⟨

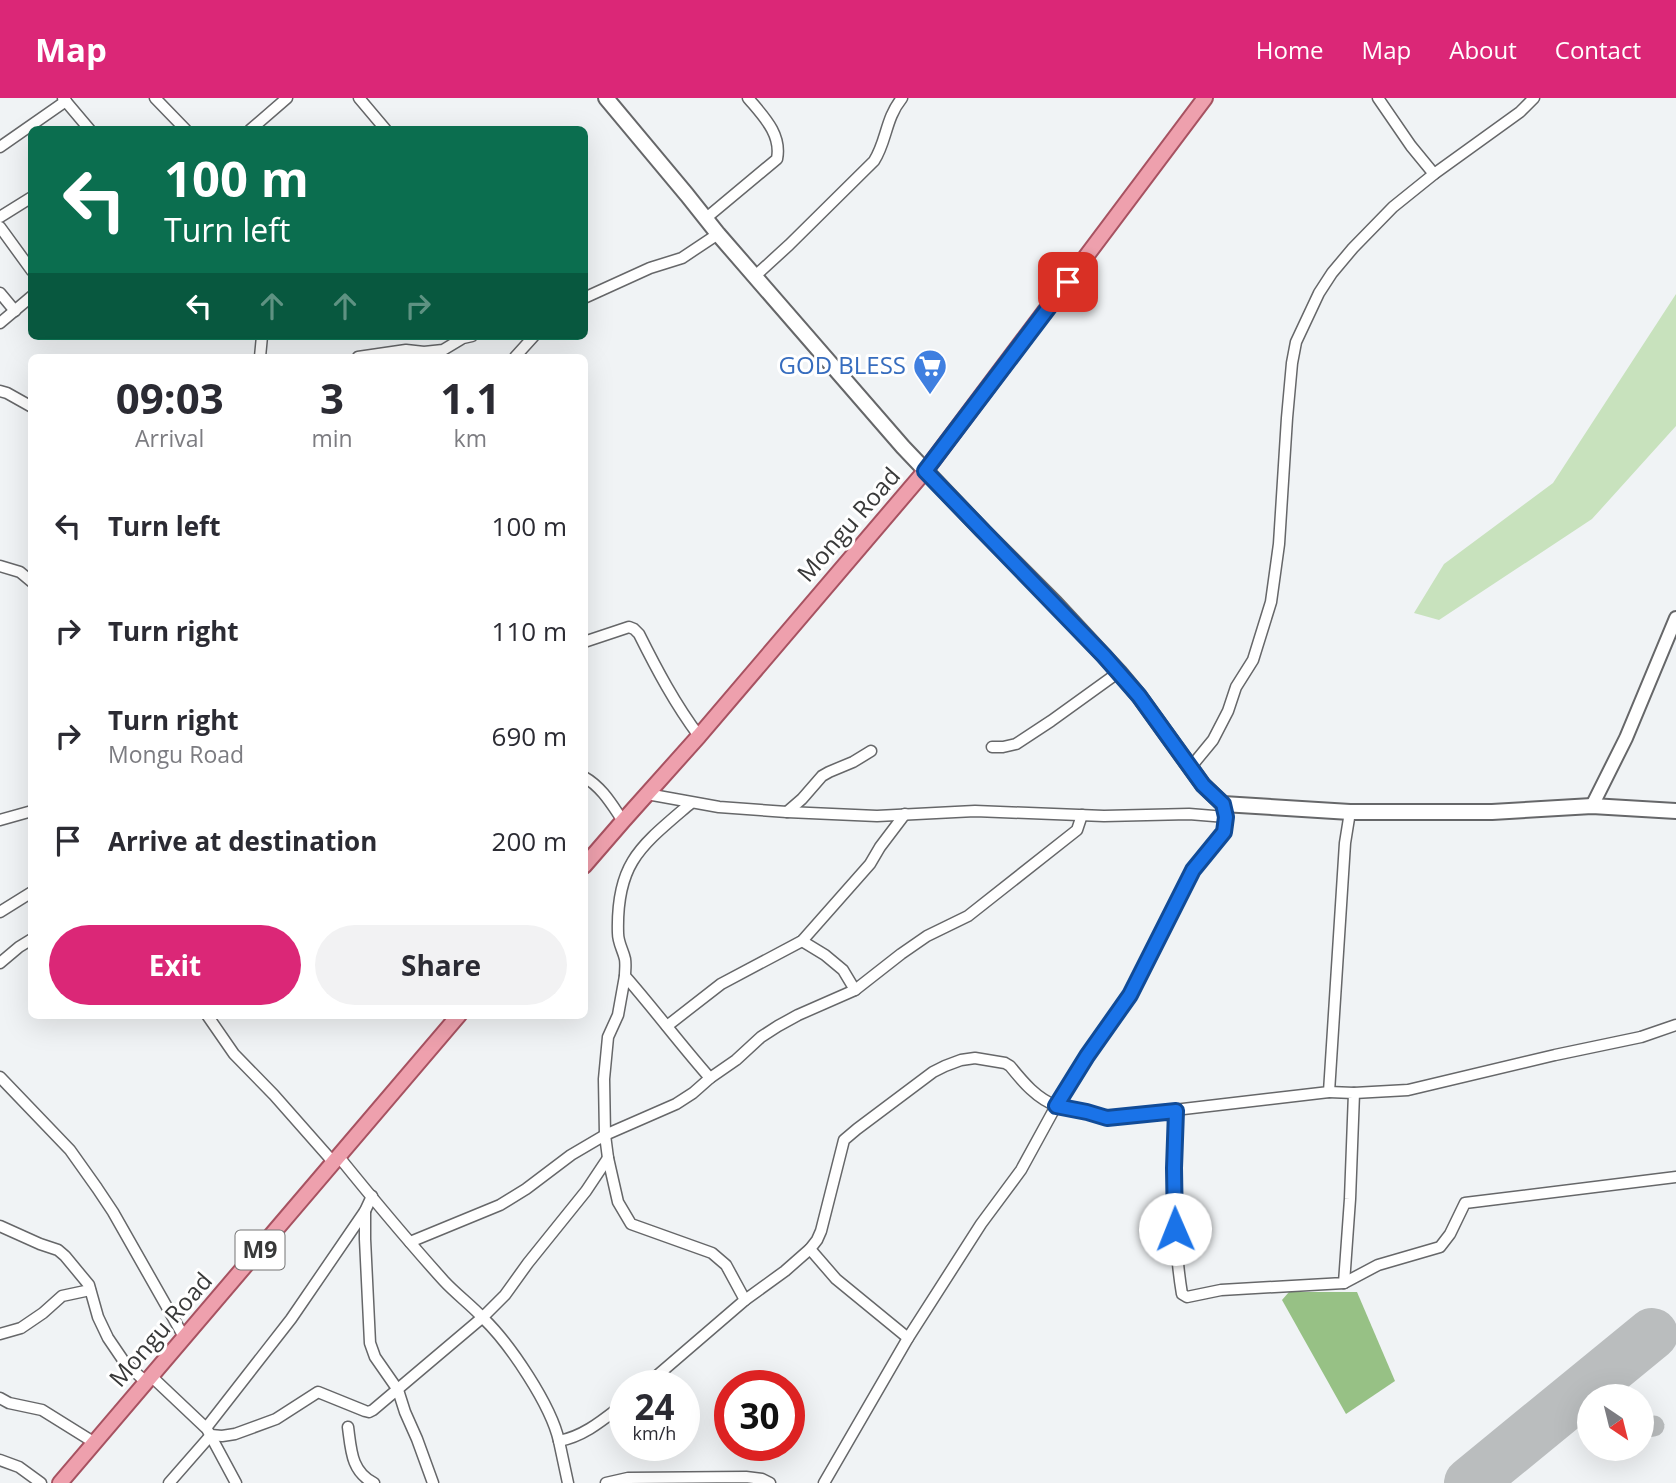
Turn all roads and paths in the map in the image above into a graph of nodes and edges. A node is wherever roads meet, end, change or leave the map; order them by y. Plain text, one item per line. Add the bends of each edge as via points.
1 (155, 98) edge
2 (287, 98) edge
3 (359, 98) edge
4 (606, 98) edge
5 (748, 98) edge
6 (902, 98) edge
7 (1378, 98) edge
8 (1534, 98) edge
9 (65, 99) edge
10 (1201, 100) edge
11 (28, 126) edge
12 (28, 126) edge
13 (87, 126) edge
14 (182, 126) edge
15 (255, 126) edge
16 (383, 126) edge
17 (0, 147) edge
18 (1434, 174) junction
19 (28, 199) edge
20 (0, 216) edge
21 (705, 219) junction
22 (0, 227) edge
23 (718, 234) junction
24 (28, 266) edge
25 (754, 277) junction
26 (0, 293) edge
27 (588, 296) edge
28 (28, 300) edge
29 (15, 311) junction
30 (0, 323) edge
31 (460, 340) edge
32 (530, 340) edge
33 (379, 354) edge
34 (518, 354) edge
35 (0, 391) edge
36 (28, 405) edge
37 (925, 471) junction
38 (0, 566) edge
39 (28, 579) edge
40 (1676, 618) edge
41 (588, 641) edge
42 (1119, 672) junction
43 (699, 736) junction
44 (992, 747) dead end
45 (871, 751) dead end
46 (1190, 768) junction
47 (588, 780) edge
48 (647, 794) junction
49 (691, 803) junction
50 (1592, 806) junction
51 (1225, 811) junction
52 (1676, 811) edge
53 (28, 812) edge
54 (787, 812) junction
55 (1350, 812) junction
56 (905, 814) junction
57 (1082, 815) junction
58 (0, 820) edge
59 (623, 821) junction
60 (588, 861) edge
61 (28, 894) edge
62 (0, 912) edge
63 (28, 941) edge
64 (802, 941) junction
65 (0, 963) edge
66 (625, 976) junction
67 (855, 990) junction
68 (210, 1019) edge
69 (456, 1019) edge
70 (667, 1026) junction
71 (1676, 1026) edge
72 (0, 1077) edge
73 (710, 1078) junction
74 (1329, 1092) junction
75 (1354, 1093) junction
76 (1056, 1106) junction
77 (1176, 1111) junction
78 (606, 1135) junction
79 (608, 1158) junction
80 (337, 1160) junction
81 (1676, 1177) edge
82 (372, 1196) junction
83 (365, 1211) junction
84 (0, 1226) edge
85 (410, 1242) junction
86 (810, 1249) junction
87 (1344, 1283) junction
88 (90, 1290) junction
89 (745, 1300) junction
90 (483, 1317) junction
91 (0, 1334) edge
92 (184, 1337) junction
93 (908, 1338) junction
94 (664, 1370) edge
95 (149, 1379) junction
96 (398, 1390) junction
97 (0, 1398) edge
98 (609, 1414) edge
99 (348, 1427) dead end
100 (208, 1431) junction
101 (559, 1441) junction
102 (95, 1443) junction
103 (0, 1460) edge
104 (41, 1483) edge
105 (60, 1483) edge
106 (169, 1483) edge
107 (236, 1483) edge
108 (373, 1483) edge
109 (432, 1483) edge
110 (568, 1483) edge
111 (606, 1483) edge
112 (770, 1483) edge
113 (824, 1483) edge

1 - 14 street
2 - 15 street
3 - 16 street
4 - 21 main road
5 - 21 street via 774,133 777,159
6 - 25 street via 874,162
7 - 18 street
8 - 18 street
9 - 11 street
9 - 13 street
10 - 37 main road, Mongu Road
12 - 17 street
18 - 46 street via 1393,206 1332,272 1296,342 1270,602 1253,660 1213,740
19 - 20 street
21 - 23 main road
22 - 24 street
23 - 25 main road
23 - 27 street via 682,258
25 - 37 main road
26 - 29 street
28 - 29 street
29 - 30 street
31 - 33 street via 443,350
32 - 34 street
35 - 36 street
37 - 42 main road
37 - 43 main road, Mongu Road
38 - 39 street
40 - 50 street
41 - 43 street via 634,629
42 - 44 street via 1016,744
42 - 46 main road
43 - 48 main road, Mongu Road
45 - 54 street via 822,776
46 - 51 main road
47 - 59 street
48 - 49 street
48 - 59 main road, Mongu Road
49 - 54 street
49 - 66 street via 645,843 625,873 618,933
50 - 52 main road
50 - 55 main road via 1492,812
51 - 55 main road
51 - 57 street
51 - 76 street via 1224,832 1193,870 1130,995
53 - 58 street
54 - 56 street
55 - 74 street
56 - 57 street
56 - 64 street via 870,864
57 - 67 street via 1077,830 987,902 927,936
59 - 60 main road, Mongu Road
61 - 62 street
63 - 65 street
64 - 67 street via 843,970
64 - 70 street via 721,984
66 - 70 street
66 - 78 street via 618,1015 608,1037
67 - 73 street via 778,1026
68 - 80 street via 234,1054
69 - 80 main road, Mongu Road / M9
70 - 73 street
71 - 75 street via 1408,1090
72 - 92 street via 70,1150 97,1188
73 - 78 street via 676,1104
74 - 75 street
74 - 77 street
75 - 87 street
76 - 77 street via 1107,1118
76 - 86 street via 1034,1093 1005,1063 975,1058 933,1072 844,1140 821,1231
76 - 93 street via 1021,1170
77 - 87 street via 1174,1215 1182,1294
78 - 79 street
78 - 85 street via 500,1205
79 - 89 street via 618,1202 631,1224 712,1253 726,1265
79 - 90 street via 505,1295
80 - 82 street
80 - 92 main road, Mongu Road / M9
81 - 87 street via 1465,1203 1440,1247 1378,1265
82 - 83 street
82 - 85 street
83 - 96 street via 370,1343
83 - 100 street
84 - 88 street via 58,1250
85 - 90 street
86 - 89 street
86 - 93 street via 836,1279
88 - 91 street via 67,1294 21,1328
88 - 95 street via 108,1338 125,1363
89 - 94 street
90 - 96 street
90 - 101 street via 523,1369 550,1414
92 - 95 main road, Mongu Road / M9
93 - 113 street
95 - 100 street
95 - 102 main road, Mongu Road / M9
96 - 100 street via 369,1412 318,1392 276,1419 234,1434
96 - 109 street
97 - 102 street via 42,1410
98 - 101 street via 581,1434
99 - 108 street via 355,1464
100 - 106 street
100 - 107 street
101 - 110 street
102 - 105 main road, Mongu Road / M9
103 - 104 street
111 - 112 street via 628,1478 746,1476

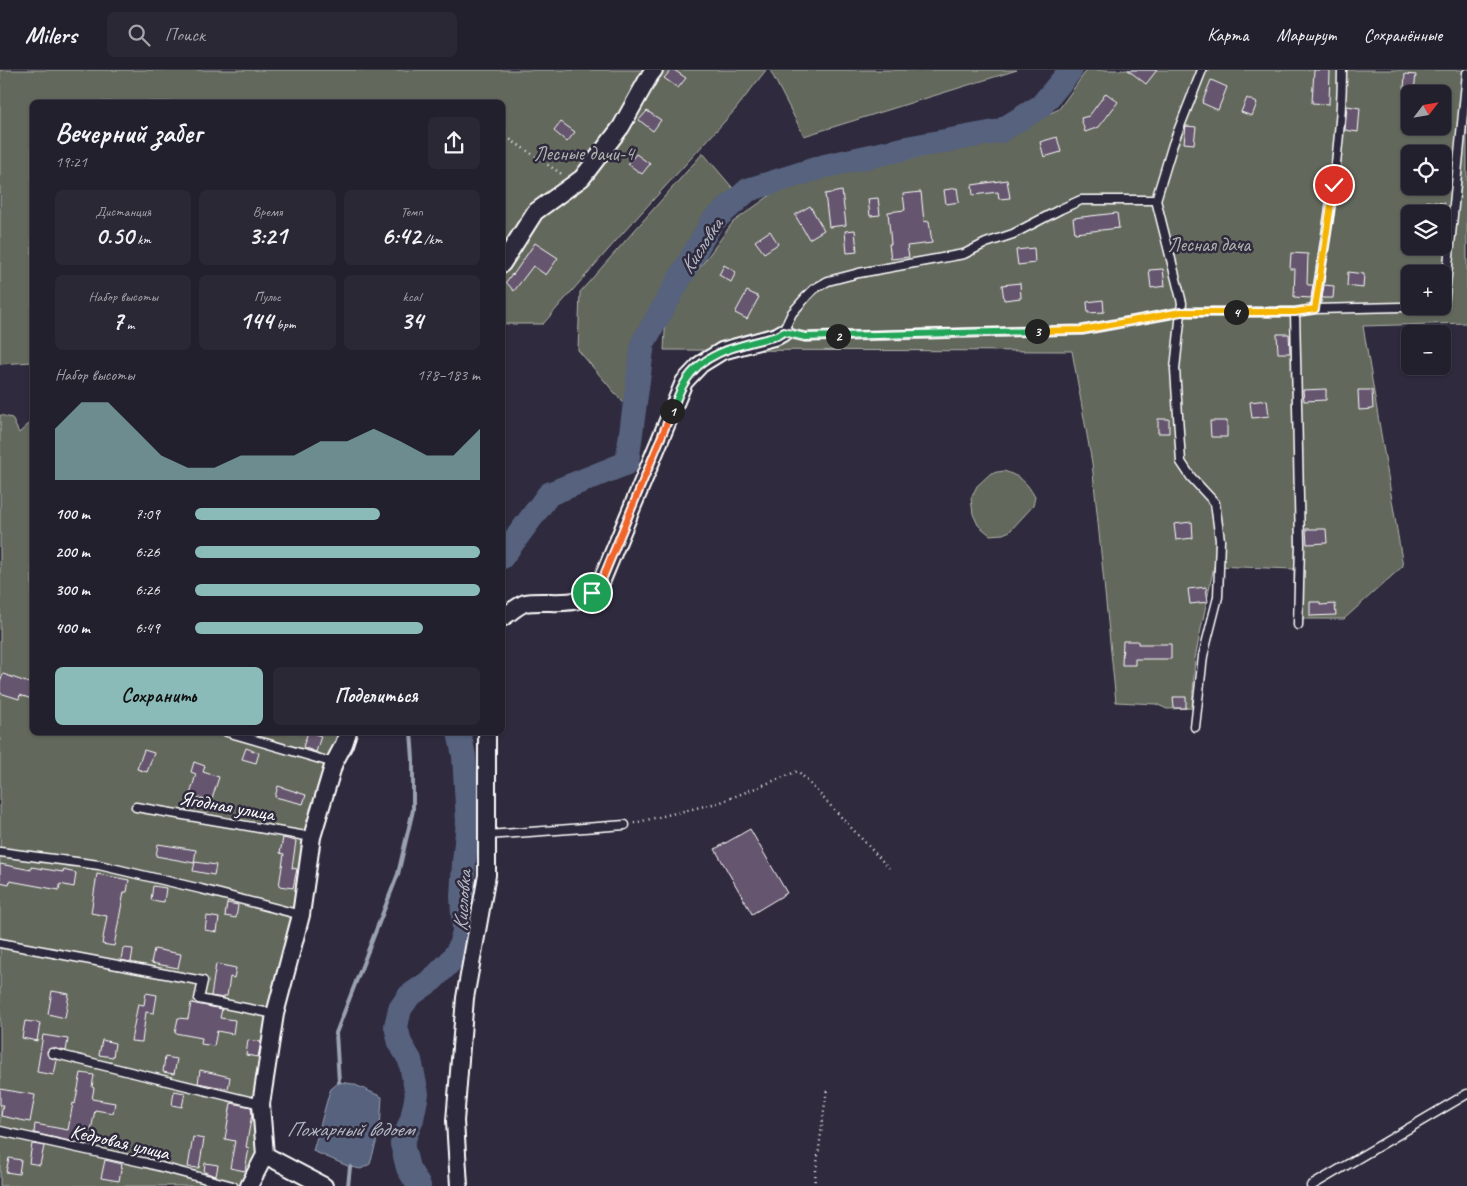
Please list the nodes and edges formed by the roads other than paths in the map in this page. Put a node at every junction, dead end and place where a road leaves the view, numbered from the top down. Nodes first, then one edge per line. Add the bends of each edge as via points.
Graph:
1 (654, 70) edge
2 (1202, 70) edge
3 (1342, 70) edge
4 (1467, 73) edge
5 (1156, 200) junction
6 (505, 259) edge
7 (1315, 309) junction
8 (1181, 312) junction
9 (1295, 312) junction
10 (784, 332) junction
11 (505, 616) edge
12 (1298, 625) dead end
13 (1195, 727) dead end
14 (237, 735) edge
15 (347, 735) edge
16 (487, 735) edge
17 (334, 763) junction
18 (136, 807) dead end
19 (626, 825) road end
20 (487, 836) junction
21 (312, 837) junction
22 (0, 852) edge
23 (301, 915) junction
24 (0, 943) edge
25 (275, 1014) junction
26 (52, 1053) dead end
27 (1467, 1094) edge
28 (261, 1104) junction
29 (0, 1131) edge
30 (265, 1156) junction
31 (232, 1186) edge
32 (248, 1186) edge
33 (324, 1186) edge
34 (459, 1186) edge
35 (1311, 1186) edge

1 - 6 street via 622,126 582,178 535,212
2 - 5 lane via 1173,144
3 - 7 lane via 1340,136
4 - 7 lane via 1444,306
5 - 8 lane via 1182,303
5 - 10 lane via 1081,200 964,254 828,281 806,296 792,313
7 - 9 lane
8 - 9 lane
8 - 10 lane via 1082,330 805,337
8 - 13 lane via 1175,369 1181,462 1216,503 1220,540 1218,597 1203,656
9 - 12 lane via 1300,544
10 - 11 street via 722,351 701,364 684,382 597,588 576,602 527,603
14 - 17 lane
15 - 17 street
16 - 20 street
17 - 21 street
18 - 21 lane, Ягодная улица
19 - 20 lane
20 - 34 street via 487,875 465,998 455,1121
21 - 23 street
22 - 23 lane via 99,865
23 - 25 street
24 - 25 lane via 203,982 199,999
25 - 28 street
26 - 28 lane
27 - 35 lane
28 - 30 street
29 - 31 lane, Кедровая улица via 146,1163
30 - 32 street
30 - 33 street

⟩

DESCRIPTION OF THE TASK:
Scan the records for the string "улица" and report each line where it occurs.

RESPONSE TO THIS TASK:
18 - 21 lane, Ягодная улица
29 - 31 lane, Кедровая улица via 146,1163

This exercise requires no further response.